Saw a link to a New Yorker article about someone’s experience with the Meyer Sound Constellation system. Reading it, I began to feel embarrassed: maybe my doubts about such systems are ill-founded, and in fact they are pretty much perfect. Maybe there really is a technical wizard who understands precisely how to solve this problem.
He clapped his hands; the sound resonated handsomely. Then he signalled for the power to be turned off. Suddenly, the clap was clipped and lifeless. The crowd gasped and applauded…
…it demonstrated the Meyers’ ability to conjure a plausible performance space. I was particularly struck by the sound of the tenor Nicholas Phan, in the Britten; the singer’s tensile strength and tonal colors came through intact. “It feels like a completely natural and real acoustic,” Phan told me afterward. “It even changes and feels different depending upon how full the audience is.”
But at the end, the author confirms what I might have expected:
All the same, I was never entirely convinced by the string timbre, especially the cellos and the double-basses. At full force, they had a slightly puffy, plastic quality—a familiar handicap of amplification that Meyer technicians haven’t yet overcome.

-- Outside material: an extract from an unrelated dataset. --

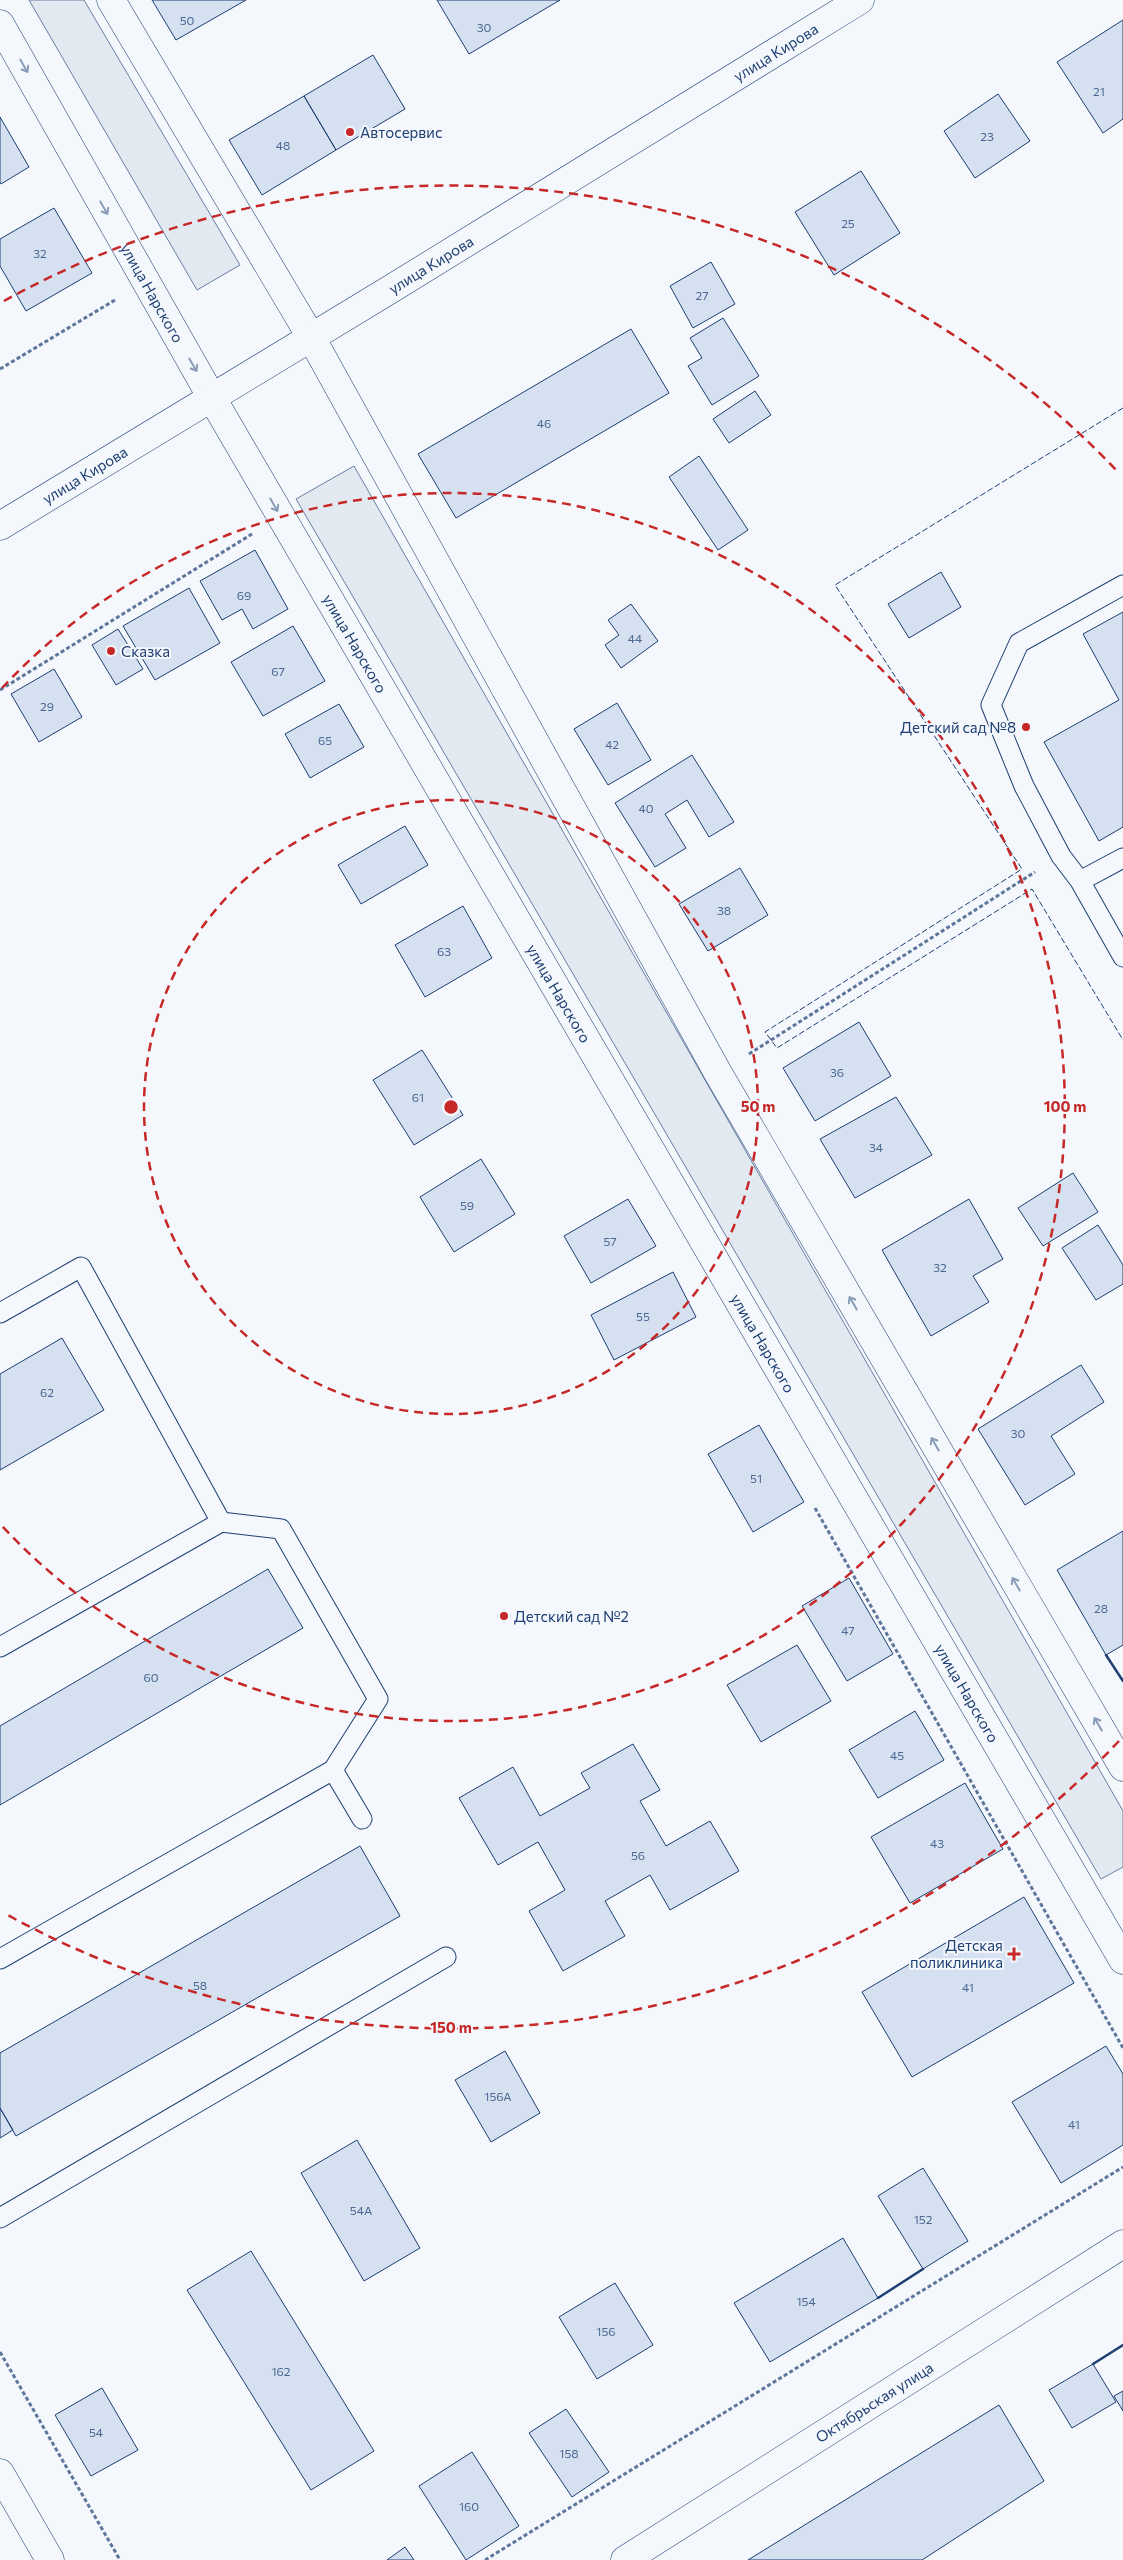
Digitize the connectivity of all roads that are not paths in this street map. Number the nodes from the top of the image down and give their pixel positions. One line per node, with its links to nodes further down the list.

There is something philosophically disquieting about the Meyers’ work, as there is in any digital makeover of reality. Both at Oliveto and at SoundBox, the Constellation process never seemed obviously fake or too good to be true, and yet I had a sense of being ensconced in an audio cocoon. In the concert setting, I missed the thrum of floorboards under my feet—the full physical tingle of reverberation. Traditionalists will insist that there is no substitute for a first-class hall, and they will be right.